# INSTRUCTIONS FOR THE TASK
Check each line of the material below, and copy it if it holds the string "ANTÔNIO".

# AVAILABLE DATA
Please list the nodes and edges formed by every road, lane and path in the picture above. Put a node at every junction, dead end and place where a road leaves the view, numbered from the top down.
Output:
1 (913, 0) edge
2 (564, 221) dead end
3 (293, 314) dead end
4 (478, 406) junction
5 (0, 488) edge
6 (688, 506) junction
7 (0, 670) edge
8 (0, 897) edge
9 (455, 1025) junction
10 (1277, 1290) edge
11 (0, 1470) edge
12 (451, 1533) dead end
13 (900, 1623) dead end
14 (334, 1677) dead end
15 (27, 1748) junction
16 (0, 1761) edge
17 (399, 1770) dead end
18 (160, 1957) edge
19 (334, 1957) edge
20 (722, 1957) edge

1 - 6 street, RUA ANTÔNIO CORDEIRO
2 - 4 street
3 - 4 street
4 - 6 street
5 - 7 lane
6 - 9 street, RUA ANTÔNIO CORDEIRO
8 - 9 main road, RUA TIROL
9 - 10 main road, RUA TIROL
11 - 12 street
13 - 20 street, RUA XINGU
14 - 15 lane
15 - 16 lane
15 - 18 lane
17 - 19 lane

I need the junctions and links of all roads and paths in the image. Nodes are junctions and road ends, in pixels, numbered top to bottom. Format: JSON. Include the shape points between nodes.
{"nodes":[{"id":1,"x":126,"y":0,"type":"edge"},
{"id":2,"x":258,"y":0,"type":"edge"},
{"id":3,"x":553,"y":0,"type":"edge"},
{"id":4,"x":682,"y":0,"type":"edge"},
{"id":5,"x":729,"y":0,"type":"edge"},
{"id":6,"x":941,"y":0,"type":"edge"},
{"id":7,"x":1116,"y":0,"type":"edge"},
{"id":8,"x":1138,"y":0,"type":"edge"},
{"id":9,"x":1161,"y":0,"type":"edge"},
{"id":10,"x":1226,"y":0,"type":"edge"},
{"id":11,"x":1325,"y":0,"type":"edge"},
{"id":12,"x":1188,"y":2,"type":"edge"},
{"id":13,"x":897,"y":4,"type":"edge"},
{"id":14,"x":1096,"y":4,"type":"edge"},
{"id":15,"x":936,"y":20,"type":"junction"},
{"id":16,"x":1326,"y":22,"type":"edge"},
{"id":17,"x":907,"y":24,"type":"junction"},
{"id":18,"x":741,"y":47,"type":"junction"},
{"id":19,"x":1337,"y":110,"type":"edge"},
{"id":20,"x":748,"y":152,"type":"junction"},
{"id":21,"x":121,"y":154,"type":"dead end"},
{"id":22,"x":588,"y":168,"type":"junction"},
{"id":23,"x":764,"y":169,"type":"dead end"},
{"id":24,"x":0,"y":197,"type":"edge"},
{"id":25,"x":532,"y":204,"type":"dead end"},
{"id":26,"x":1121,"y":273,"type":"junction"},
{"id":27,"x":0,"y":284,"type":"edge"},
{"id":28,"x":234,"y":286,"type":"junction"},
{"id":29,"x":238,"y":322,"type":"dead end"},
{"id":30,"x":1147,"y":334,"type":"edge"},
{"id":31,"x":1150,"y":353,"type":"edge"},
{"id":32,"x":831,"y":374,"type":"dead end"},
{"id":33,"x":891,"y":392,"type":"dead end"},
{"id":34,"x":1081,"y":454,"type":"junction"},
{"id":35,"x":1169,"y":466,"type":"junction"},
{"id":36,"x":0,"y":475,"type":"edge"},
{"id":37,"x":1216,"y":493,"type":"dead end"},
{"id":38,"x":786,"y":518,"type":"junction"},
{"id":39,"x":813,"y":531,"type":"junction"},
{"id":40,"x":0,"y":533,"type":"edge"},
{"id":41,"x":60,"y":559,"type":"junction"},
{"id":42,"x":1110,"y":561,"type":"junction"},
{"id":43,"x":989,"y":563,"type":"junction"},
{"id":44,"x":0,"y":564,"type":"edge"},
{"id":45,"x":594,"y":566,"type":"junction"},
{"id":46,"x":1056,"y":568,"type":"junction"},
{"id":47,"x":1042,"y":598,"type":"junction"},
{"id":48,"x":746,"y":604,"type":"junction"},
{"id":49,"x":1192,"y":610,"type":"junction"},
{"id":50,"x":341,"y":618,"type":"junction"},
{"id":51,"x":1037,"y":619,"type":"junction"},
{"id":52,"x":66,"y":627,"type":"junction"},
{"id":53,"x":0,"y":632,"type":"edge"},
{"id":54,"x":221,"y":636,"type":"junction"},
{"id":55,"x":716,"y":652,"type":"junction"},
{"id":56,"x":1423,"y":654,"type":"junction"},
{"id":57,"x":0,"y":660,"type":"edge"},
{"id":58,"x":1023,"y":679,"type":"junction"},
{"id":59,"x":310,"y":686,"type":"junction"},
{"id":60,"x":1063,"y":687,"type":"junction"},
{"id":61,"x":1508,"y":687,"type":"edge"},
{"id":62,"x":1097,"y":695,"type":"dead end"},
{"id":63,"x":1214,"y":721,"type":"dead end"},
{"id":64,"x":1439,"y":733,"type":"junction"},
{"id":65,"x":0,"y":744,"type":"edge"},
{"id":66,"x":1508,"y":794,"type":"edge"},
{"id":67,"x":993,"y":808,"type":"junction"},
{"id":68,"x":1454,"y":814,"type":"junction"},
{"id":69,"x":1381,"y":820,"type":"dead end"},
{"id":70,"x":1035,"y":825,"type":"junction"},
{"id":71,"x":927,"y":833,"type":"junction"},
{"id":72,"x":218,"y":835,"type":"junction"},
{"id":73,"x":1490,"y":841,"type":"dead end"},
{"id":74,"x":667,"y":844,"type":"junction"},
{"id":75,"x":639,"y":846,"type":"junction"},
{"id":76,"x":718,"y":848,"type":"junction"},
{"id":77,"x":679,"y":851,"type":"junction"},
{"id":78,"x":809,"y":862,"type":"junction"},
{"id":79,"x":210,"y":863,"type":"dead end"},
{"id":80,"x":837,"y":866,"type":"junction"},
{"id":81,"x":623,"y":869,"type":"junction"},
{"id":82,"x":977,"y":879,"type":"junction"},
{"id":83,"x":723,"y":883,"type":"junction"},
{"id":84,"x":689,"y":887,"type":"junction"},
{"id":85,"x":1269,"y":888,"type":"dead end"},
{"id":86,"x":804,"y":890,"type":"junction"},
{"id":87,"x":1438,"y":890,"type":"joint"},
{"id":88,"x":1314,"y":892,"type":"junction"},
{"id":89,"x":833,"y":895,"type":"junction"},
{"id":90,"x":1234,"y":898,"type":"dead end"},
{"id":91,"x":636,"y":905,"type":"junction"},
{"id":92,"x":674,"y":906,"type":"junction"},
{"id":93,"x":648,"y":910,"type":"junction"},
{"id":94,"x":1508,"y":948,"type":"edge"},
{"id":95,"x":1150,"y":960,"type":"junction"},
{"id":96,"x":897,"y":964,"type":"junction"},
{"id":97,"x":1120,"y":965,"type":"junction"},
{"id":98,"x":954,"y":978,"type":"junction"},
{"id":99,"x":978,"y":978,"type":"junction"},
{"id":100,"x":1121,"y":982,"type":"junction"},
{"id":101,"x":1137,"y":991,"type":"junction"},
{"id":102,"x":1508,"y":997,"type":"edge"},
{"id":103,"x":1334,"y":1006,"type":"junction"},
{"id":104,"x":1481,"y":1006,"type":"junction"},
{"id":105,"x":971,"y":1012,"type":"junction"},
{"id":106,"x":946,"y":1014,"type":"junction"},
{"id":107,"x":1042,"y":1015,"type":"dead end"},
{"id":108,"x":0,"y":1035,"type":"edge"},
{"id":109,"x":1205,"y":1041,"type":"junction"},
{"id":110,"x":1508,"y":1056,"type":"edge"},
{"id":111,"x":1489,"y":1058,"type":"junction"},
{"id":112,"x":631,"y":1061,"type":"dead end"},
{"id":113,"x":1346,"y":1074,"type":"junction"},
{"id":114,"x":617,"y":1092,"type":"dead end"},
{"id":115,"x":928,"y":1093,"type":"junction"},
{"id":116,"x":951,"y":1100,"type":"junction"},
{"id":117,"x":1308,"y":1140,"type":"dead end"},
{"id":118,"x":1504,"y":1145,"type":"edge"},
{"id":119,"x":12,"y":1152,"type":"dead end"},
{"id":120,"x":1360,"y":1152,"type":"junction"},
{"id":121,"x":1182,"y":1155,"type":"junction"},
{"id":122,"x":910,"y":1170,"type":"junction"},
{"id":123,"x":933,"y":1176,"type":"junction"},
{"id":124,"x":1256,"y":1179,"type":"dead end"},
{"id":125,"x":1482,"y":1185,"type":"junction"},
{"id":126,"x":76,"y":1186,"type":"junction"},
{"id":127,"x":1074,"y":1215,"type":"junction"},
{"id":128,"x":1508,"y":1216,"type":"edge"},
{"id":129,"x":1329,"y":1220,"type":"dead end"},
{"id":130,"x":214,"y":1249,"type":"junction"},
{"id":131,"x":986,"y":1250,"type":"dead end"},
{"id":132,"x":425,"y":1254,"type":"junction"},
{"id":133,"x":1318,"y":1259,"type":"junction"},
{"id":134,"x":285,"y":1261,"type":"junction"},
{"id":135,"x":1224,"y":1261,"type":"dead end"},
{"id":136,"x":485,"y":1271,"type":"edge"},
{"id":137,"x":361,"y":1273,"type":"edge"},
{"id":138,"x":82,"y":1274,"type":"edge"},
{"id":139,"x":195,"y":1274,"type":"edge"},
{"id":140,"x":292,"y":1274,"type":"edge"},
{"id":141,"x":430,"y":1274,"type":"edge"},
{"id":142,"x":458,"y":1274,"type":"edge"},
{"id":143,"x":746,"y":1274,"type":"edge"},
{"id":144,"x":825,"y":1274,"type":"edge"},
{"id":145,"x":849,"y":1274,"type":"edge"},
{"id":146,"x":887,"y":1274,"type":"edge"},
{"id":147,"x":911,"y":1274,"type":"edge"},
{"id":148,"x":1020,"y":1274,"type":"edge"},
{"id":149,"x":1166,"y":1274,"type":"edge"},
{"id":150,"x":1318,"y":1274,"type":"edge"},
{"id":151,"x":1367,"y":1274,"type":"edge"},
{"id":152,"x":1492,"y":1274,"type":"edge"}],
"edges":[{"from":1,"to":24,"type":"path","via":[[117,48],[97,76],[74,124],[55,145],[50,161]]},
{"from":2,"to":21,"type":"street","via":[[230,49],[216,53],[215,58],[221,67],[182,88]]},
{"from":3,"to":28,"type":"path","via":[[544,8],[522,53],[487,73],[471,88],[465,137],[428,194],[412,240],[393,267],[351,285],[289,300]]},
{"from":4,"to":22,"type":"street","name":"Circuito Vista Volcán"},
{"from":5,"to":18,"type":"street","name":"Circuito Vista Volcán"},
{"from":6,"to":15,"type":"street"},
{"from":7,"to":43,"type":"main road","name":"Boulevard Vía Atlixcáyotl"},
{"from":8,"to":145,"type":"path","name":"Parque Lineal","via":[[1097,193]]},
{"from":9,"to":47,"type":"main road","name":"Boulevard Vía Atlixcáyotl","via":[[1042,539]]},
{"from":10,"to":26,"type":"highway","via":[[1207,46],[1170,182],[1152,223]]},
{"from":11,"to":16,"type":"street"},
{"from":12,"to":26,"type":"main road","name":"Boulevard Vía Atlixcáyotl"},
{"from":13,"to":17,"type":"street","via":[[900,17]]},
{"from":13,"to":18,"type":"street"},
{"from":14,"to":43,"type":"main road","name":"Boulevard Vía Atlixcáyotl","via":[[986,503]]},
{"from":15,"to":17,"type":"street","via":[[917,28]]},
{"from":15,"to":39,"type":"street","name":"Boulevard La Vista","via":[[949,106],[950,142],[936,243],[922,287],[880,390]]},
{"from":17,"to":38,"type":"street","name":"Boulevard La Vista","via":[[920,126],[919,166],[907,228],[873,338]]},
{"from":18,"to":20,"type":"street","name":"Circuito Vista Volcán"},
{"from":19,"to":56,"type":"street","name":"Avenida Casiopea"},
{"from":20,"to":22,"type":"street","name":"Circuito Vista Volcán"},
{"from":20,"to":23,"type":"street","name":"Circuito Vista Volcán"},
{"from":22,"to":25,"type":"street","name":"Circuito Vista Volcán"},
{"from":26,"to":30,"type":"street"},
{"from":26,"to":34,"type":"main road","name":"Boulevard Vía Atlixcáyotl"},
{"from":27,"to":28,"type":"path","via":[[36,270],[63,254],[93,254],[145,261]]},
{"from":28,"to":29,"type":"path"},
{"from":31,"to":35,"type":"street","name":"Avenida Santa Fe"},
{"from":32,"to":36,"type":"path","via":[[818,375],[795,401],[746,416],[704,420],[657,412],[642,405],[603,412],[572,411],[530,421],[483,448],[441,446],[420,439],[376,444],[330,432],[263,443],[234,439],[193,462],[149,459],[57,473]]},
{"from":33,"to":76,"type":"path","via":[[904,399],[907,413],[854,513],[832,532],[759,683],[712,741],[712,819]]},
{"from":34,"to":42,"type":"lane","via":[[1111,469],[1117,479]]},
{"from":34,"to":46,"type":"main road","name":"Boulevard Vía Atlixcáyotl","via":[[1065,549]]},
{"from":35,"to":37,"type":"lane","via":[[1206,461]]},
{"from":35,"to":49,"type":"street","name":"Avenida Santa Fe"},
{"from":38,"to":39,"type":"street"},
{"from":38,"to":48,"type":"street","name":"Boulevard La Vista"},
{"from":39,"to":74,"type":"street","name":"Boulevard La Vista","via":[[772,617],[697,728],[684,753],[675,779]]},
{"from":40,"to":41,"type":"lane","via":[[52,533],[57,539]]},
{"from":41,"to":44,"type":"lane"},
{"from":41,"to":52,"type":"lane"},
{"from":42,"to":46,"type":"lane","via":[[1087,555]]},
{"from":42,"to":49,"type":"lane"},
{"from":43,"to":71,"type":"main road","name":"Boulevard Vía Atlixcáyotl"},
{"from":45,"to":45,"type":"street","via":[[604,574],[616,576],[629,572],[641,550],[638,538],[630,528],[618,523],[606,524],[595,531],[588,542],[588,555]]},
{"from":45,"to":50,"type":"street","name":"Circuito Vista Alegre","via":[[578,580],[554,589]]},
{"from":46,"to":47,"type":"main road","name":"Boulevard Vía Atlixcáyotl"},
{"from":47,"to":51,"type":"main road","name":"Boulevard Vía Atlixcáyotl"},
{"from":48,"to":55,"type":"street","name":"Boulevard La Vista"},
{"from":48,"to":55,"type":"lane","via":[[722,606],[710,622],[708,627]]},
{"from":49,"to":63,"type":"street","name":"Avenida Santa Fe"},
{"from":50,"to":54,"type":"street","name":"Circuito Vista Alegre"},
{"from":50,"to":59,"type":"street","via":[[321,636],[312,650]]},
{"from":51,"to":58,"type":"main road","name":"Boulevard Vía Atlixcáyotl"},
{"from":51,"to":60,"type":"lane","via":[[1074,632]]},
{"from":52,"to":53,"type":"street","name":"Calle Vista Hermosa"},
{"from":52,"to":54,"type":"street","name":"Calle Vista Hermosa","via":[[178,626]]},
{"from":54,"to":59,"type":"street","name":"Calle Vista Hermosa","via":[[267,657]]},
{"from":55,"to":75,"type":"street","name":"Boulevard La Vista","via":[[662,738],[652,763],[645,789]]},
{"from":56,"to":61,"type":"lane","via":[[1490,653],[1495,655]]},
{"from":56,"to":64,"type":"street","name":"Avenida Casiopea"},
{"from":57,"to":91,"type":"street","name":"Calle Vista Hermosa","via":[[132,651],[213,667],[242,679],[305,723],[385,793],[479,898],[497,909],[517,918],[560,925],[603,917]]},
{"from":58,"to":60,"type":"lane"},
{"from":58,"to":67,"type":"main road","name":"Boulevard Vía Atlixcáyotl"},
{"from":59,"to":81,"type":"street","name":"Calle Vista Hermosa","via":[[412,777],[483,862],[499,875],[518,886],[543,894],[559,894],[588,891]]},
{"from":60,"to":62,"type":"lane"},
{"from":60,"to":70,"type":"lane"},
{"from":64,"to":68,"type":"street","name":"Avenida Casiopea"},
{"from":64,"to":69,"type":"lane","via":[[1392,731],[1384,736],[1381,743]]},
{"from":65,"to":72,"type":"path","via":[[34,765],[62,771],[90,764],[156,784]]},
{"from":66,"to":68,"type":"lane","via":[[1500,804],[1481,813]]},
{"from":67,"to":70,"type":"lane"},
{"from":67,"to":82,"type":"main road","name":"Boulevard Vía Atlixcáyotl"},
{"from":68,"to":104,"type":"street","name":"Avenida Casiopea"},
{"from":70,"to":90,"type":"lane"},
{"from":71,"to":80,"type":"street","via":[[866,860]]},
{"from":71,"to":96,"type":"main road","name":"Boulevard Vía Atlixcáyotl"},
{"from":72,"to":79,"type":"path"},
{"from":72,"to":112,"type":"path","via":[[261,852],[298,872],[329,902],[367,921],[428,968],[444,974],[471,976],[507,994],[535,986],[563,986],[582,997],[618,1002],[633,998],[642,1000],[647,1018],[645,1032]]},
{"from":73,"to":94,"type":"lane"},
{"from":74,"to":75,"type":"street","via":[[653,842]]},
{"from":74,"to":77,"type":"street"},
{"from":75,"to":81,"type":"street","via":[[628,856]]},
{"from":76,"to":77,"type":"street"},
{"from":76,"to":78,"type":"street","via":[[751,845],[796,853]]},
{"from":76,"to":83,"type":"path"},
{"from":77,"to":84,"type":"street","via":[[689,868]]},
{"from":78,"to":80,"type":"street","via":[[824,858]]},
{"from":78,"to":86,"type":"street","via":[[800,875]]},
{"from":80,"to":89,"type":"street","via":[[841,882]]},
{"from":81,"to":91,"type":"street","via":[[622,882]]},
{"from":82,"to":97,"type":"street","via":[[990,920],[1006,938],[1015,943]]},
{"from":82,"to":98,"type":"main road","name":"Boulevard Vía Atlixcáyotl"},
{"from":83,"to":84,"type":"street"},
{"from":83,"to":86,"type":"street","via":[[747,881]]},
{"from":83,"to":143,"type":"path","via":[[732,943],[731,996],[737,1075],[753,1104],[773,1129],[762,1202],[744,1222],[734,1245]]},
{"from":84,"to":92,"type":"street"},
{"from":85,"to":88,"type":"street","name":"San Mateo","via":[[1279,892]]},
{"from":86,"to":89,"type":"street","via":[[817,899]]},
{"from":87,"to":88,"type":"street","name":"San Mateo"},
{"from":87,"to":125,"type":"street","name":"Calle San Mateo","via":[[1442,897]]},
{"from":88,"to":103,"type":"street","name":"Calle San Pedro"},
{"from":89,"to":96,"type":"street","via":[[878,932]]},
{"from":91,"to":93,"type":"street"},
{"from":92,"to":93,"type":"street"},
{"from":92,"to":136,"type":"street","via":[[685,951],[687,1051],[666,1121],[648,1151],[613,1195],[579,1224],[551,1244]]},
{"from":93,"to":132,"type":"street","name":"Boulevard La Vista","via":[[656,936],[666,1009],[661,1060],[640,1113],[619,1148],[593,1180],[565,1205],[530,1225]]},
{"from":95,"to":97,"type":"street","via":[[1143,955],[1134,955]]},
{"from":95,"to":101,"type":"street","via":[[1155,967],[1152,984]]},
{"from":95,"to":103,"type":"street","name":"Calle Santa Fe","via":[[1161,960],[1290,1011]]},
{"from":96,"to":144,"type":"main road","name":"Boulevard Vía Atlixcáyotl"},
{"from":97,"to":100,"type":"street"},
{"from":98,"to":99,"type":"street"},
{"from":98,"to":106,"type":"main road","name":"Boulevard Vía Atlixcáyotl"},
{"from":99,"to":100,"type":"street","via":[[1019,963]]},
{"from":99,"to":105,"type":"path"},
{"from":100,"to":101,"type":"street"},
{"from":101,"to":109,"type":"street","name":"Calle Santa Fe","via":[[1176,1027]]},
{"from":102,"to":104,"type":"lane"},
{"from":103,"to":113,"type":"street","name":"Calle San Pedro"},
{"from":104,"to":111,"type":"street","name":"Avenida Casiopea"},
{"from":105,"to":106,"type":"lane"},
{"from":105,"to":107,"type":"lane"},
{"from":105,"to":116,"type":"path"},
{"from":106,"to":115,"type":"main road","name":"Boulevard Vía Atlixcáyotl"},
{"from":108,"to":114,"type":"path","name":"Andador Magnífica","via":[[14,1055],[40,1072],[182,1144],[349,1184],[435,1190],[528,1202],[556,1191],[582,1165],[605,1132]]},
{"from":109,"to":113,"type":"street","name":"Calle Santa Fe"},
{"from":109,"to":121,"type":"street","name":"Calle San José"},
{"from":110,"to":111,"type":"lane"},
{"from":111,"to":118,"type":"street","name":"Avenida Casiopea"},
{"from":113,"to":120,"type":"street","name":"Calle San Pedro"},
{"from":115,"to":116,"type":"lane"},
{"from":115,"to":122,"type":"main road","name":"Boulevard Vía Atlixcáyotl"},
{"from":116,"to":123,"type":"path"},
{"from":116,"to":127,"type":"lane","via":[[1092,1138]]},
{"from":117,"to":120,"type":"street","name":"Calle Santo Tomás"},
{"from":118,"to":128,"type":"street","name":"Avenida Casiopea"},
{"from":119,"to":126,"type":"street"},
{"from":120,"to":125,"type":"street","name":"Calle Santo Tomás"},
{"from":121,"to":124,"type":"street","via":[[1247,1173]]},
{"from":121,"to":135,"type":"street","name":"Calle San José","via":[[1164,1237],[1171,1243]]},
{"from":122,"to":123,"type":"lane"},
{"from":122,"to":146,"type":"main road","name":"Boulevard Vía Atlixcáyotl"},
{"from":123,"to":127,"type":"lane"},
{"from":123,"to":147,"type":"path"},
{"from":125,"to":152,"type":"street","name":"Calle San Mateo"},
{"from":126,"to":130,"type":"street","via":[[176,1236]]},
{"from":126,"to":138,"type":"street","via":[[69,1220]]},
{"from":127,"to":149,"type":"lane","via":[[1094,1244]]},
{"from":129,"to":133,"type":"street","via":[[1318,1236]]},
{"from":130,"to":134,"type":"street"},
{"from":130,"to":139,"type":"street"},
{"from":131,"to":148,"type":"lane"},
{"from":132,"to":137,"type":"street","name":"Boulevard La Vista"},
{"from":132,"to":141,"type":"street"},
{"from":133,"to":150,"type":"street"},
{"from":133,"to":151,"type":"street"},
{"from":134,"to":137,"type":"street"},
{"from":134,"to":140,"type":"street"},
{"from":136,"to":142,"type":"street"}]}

# ANSWER AREA
1 - 6 street, RUA ANTÔNIO CORDEIRO
6 - 9 street, RUA ANTÔNIO CORDEIRO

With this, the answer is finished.